UNITED STATES DISTRICT COURT MIDDLE DISTRICT OF FLORIDA JACKSONVILLE DIVISION
Dec 17, 2014
Case No. 3:14-cv-878-J-32JRK (M.D. Fla. Dec. 17, 2014)

Opinion

Case No. 3:14-cv-878-J-32JRK

12-17-2014

ROBERT R. FRANSKOUSKY, Plaintiff, v. MORGAN STANLEY SMITH BARNEY LLC and MORGAN STANLEY SMITH BARNEY FA NOTES HOLDINGS LLC, Defendants.


ORDER CONFIRMING ARBITRATION AWARD

This case is before the Court after briefing and a hearing on four motions (five, if one counts the initial petition) that more or less say the same thing: Plaintiff Robert R. Franskousky thinks the FINRA arbitration award against him in the amount of $189,074.28 plus interest, fees, and costs should be vacated; Defendants Morgan Stanley Smith Barney LLC and Morgan Stanley Smith Barney FA Notes Holdings LLC (collectively, "Morgan Stanley") think the award should be confirmed. Upon review of the various filings and after oral argument, the Court is now fully advised and rules as follows.

I. BACKGROUND

Morgan Stanley initiated arbitration before the Financial Industry Regulatory Authority ("FINRA") in May 2011, claiming Franskousky failed to pay on two promissory notes. (Doc. 4-2.) Franskousky, a former Morgan Stanley employee, denied the allegations, asserted certain defenses to the claims, and filed his own counterclaim for breach of contract, unpaid wages/civil theft, negligence, fraud and fraudulent inducement, and violation of Florida's Whistleblower Act, Fla. Stat. § 448.102. (Doc. 4-3.) The arbitration proceeded to evidentiary hearing in Jacksonville, Florida on May 13 and 14, 2014. The three-member arbitration panel issued an award on June 16, 2014, finding in favor of Morgan Stanley and denying Franskousky's counterclaim with prejudice. (Doc. 1-2 at 4.) In the award, the arbitrators confirmed "that they have each read the pleadings and other materials filed by the parties" and "consider[ed] the pleadings, the testimony and evidence presented at the hearing and the post-hearing submissions (if any)" in reaching their "full and final resolution of the issues submitted for determination . . . ." (Id. at 3-4.) But in their recitation in the award of "OTHER ISSUES CONSIDERED AND DECIDED," the arbitrators stated that, "[d]uring the evidentiary hearing, [Franskousky] withdrew his [counterclaims] based on breach of contract, unpaid wages/civil theft, negligence and fraud." (Id. at 4.) Morgan Stanley and Franskousky agree that this statement was in error.

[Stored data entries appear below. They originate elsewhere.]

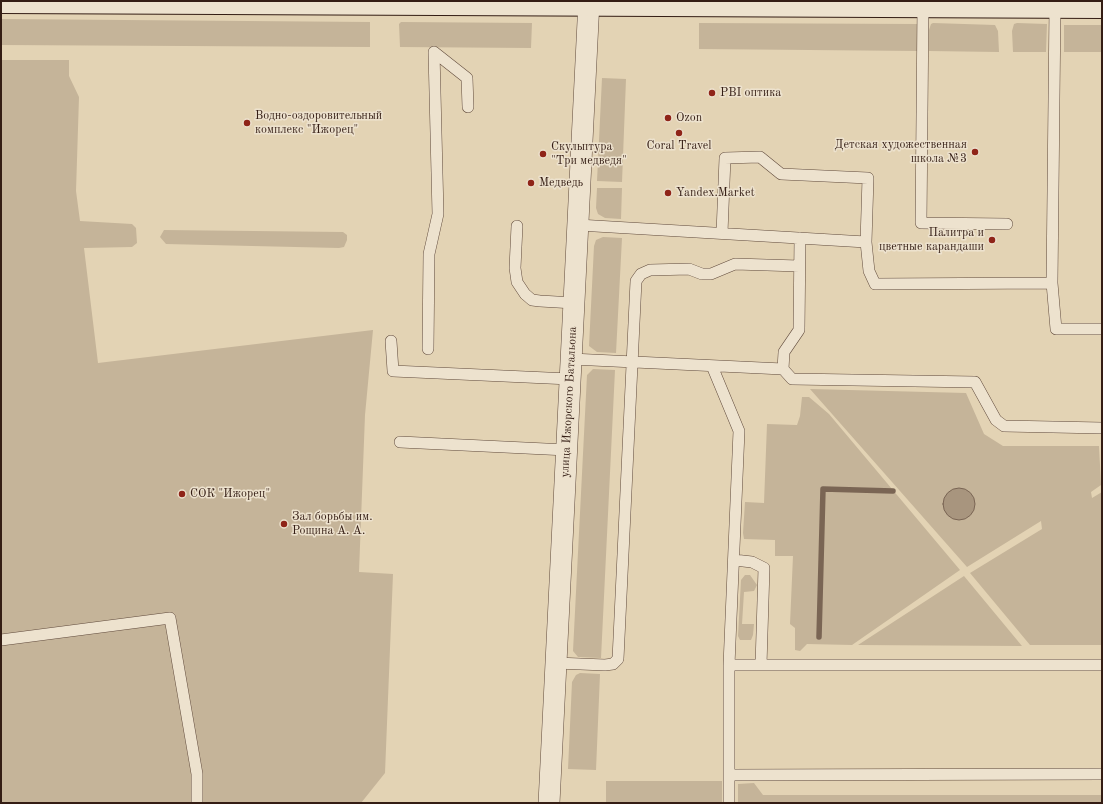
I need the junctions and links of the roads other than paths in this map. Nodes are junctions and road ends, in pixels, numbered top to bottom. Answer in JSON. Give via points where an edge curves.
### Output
{"nodes":[{"id":1,"x":1,"y":2,"type":"edge"},
{"id":2,"x":162,"y":2,"type":"edge"},
{"id":3,"x":589,"y":3,"type":"edge"},
{"id":4,"x":779,"y":3,"type":"edge"},
{"id":5,"x":924,"y":6,"type":"junction"},
{"id":6,"x":1055,"y":7,"type":"junction"},
{"id":7,"x":1102,"y":7,"type":"edge"},
{"id":8,"x":468,"y":107,"type":"dead end"},
{"id":9,"x":1007,"y":224,"type":"dead end"},
{"id":10,"x":578,"y":225,"type":"junction"},
{"id":11,"x":517,"y":226,"type":"dead end"},
{"id":12,"x":722,"y":233,"type":"junction"},
{"id":13,"x":800,"y":238,"type":"junction"},
{"id":14,"x":866,"y":242,"type":"junction"},
{"id":15,"x":799,"y":266,"type":"junction"},
{"id":16,"x":1052,"y":282,"type":"junction"},
{"id":17,"x":574,"y":303,"type":"junction"},
{"id":18,"x":1102,"y":329,"type":"edge"},
{"id":19,"x":391,"y":342,"type":"dead end"},
{"id":20,"x":428,"y":349,"type":"dead end"},
{"id":21,"x":634,"y":361,"type":"junction"},
{"id":22,"x":712,"y":366,"type":"junction"},
{"id":23,"x":571,"y":369,"type":"junction"},
{"id":24,"x":783,"y":369,"type":"junction"},
{"id":25,"x":1102,"y":428,"type":"edge"},
{"id":26,"x":400,"y":442,"type":"dead end"},
{"id":27,"x":567,"y":450,"type":"junction"},
{"id":28,"x":734,"y":560,"type":"junction"},
{"id":29,"x":1,"y":640,"type":"edge"},
{"id":30,"x":556,"y":663,"type":"junction"},
{"id":31,"x":729,"y":665,"type":"junction"},
{"id":32,"x":761,"y":665,"type":"junction"},
{"id":33,"x":1102,"y":666,"type":"edge"},
{"id":34,"x":1102,"y":774,"type":"edge"},
{"id":35,"x":729,"y":775,"type":"junction"},
{"id":36,"x":197,"y":803,"type":"edge"},
{"id":37,"x":549,"y":803,"type":"edge"},
{"id":38,"x":730,"y":803,"type":"edge"}],
"edges":[{"from":1,"to":2,"type":"main road"},
{"from":2,"to":3,"type":"main road"},
{"from":3,"to":4,"type":"main road"},
{"from":3,"to":10,"type":"street","name":"улица Ижорского Батальона"},
{"from":4,"to":5,"type":"main road"},
{"from":5,"to":6,"type":"main road"},
{"from":5,"to":9,"type":"lane","via":[[922,224]]},
{"from":6,"to":7,"type":"main road"},
{"from":6,"to":16,"type":"lane"},
{"from":8,"to":20,"type":"lane","via":[[467,78],[434,52],[438,214],[429,254]]},
{"from":10,"to":12,"type":"lane"},
{"from":10,"to":17,"type":"street","name":"улица Ижорского Батальона"},
{"from":11,"to":17,"type":"lane","via":[[515,268],[517,282],[524,294],[532,300]]},
{"from":12,"to":13,"type":"lane"},
{"from":12,"to":14,"type":"lane","via":[[725,158],[760,157],[781,174],[868,178]]},
{"from":13,"to":14,"type":"lane"},
{"from":13,"to":15,"type":"lane"},
{"from":14,"to":16,"type":"lane","via":[[869,272],[875,284]]},
{"from":15,"to":21,"type":"lane","via":[[736,264],[711,274],[681,269],[650,270],[640,274],[636,281]]},
{"from":15,"to":24,"type":"lane","via":[[799,330],[784,352]]},
{"from":16,"to":18,"type":"lane","via":[[1056,329]]},
{"from":17,"to":23,"type":"street","name":"улица Ижорского Батальона"},
{"from":19,"to":23,"type":"lane","via":[[394,371]]},
{"from":21,"to":22,"type":"lane"},
{"from":21,"to":23,"type":"lane"},
{"from":21,"to":30,"type":"lane","via":[[618,659],[613,664]]},
{"from":22,"to":24,"type":"lane"},
{"from":22,"to":28,"type":"lane","via":[[739,430]]},
{"from":23,"to":27,"type":"street","name":"улица Ижорского Батальона"},
{"from":24,"to":25,"type":"lane","via":[[792,379],[975,382],[996,420],[1004,426]]},
{"from":26,"to":27,"type":"lane"},
{"from":27,"to":30,"type":"street","name":"улица Ижорского Батальона"},
{"from":28,"to":31,"type":"lane"},
{"from":28,"to":32,"type":"lane","via":[[752,562],[764,568]]},
{"from":29,"to":36,"type":"lane","via":[[170,618],[197,774]]},
{"from":30,"to":37,"type":"street","name":"улица Ижорского Батальона"},
{"from":31,"to":32,"type":"lane"},
{"from":31,"to":35,"type":"lane"},
{"from":32,"to":33,"type":"lane"},
{"from":34,"to":35,"type":"lane"},
{"from":35,"to":38,"type":"lane"}]}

Morgan Stanley Smith Barney LLC actually initiated the arbitration, and Morgan Stanley Smith Barney FA Notes Holdings LLC was later joined as a claimant by stipulation. (Doc. 1-2 at 4.)

On June 26, 2014, Morgan Stanley moved pursuant to FINRA Rule 13905(a)(2) to correct the arbitration award to reflect that Franskousky had not withdrawn the four counterclaims identified in the award, but only his whistleblower claim. (Doc. 4-4.) Later that day, Morgan Stanley also asked the arbitrators to correct the award pursuant to the Florida Arbitration Code in the event they concluded that correction under FINRA Rule 13905(a)(2) was inappropriate or unauthorized. (Id.) Franskousky did not file any opposition to either motion. (Doc. 1-4 at 2.) The FINRA Director accepted Morgan Stanley's motion to correct (id. at 1), and on July 15, 2014, the arbitrators granted it. (Id.) The arbitrators issued an amended award on August 7, 2014. (Doc. 4-1.) The amended award replaced the incorrect language with the statement: "During the evidentiary hearing, Respondent withdrew his claims based on violation of Florida Statutes §448.102(3), the 'Whistle-blower's Act.'" (Id. at 4.) No one disputes that this statement is correct.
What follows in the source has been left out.